By comparison, the hoax article seems almost reasonable, though the proposal to use genetically modified mosquitoes to deliver drugs seems a bit of a give away:
A trawl through two of CSIRO’s annual reports reveals that the organisation had previously abandoned plans to commercialise two other projects which involved modifying organisms with an array of human gene sequences. … Another was modification of malaria mosquitoes so they carry genes which produce human antibodies in their gut; thus rendering their bite less dangerous.
And the very first sentence of the hoax is good:
Quadrant readers will remember America’s “science wars”, spearheaded by the masterful Sokal hoax, a “hodgepodge of unsupported arguments, outright mistakes, and impenetrable jargon” designed to challenge standards of logic, truth and intellectual enquiry in scientific debate.
Windschuttle’s response is priceless. He denies that the piece is a hoax:
Rather than a hoax, her article is simply a piece of fraudulent journalism submitted to Quadrant under false pretences.

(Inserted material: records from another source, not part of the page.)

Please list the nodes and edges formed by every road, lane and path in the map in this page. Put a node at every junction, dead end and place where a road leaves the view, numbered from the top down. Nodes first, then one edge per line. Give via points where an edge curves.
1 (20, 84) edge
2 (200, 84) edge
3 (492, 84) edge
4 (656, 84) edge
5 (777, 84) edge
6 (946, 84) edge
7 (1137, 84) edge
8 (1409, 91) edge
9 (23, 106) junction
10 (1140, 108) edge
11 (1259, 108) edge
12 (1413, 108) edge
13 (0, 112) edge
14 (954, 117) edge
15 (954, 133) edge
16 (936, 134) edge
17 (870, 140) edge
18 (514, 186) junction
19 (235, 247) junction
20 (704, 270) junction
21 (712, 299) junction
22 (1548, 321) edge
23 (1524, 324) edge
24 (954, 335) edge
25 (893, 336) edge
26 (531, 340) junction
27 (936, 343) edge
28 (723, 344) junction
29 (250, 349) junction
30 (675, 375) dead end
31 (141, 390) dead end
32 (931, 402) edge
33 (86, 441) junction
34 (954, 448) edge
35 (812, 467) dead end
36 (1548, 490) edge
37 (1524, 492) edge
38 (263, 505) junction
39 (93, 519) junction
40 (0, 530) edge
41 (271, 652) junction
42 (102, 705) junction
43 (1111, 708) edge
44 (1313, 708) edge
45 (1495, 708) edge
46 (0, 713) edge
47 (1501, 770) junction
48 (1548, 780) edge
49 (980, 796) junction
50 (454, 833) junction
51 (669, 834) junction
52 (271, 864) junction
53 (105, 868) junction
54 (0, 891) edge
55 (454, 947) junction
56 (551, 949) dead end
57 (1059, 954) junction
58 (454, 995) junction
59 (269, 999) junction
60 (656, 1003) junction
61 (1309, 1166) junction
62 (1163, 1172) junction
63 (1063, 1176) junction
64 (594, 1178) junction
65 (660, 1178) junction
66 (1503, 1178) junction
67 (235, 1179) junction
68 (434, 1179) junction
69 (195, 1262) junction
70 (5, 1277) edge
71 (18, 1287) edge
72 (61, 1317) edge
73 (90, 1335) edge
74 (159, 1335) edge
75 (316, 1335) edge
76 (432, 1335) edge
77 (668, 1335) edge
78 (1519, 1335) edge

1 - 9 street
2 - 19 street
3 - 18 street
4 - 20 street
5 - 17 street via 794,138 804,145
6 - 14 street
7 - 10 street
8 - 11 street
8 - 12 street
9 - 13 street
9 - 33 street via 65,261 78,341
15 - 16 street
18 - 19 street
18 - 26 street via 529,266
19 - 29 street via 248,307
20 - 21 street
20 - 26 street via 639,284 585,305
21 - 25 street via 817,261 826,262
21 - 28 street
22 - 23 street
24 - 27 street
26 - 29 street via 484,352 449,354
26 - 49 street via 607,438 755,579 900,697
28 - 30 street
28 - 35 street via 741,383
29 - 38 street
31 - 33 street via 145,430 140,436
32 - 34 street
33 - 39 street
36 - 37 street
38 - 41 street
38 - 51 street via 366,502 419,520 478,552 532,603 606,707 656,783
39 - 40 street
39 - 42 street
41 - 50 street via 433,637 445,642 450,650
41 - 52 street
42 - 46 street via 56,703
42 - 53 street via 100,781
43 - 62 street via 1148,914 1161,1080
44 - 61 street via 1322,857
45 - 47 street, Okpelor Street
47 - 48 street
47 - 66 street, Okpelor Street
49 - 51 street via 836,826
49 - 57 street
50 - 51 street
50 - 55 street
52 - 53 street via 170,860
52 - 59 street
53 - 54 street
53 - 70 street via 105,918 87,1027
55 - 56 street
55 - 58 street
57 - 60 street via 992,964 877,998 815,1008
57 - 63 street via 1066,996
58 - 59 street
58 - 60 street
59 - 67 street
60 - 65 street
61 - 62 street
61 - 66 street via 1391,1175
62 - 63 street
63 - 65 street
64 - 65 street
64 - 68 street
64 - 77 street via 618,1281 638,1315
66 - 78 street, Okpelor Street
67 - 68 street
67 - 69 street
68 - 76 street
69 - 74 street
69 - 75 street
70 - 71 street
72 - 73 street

There is lots of discussion of this matter: Margaret Simons, Larvatus Prodeo, Harry Clark, Andrew Norton and David Marr:
After a terrible two hours, Keith Windschuttle convinced himself he hadn’t been hoaxed at all. He was greatly relieved. How embarrassing such a stumble could have been for this fierce nitpicker, scourge of sloppy academics and current editor of the conservative Quadrant magazine.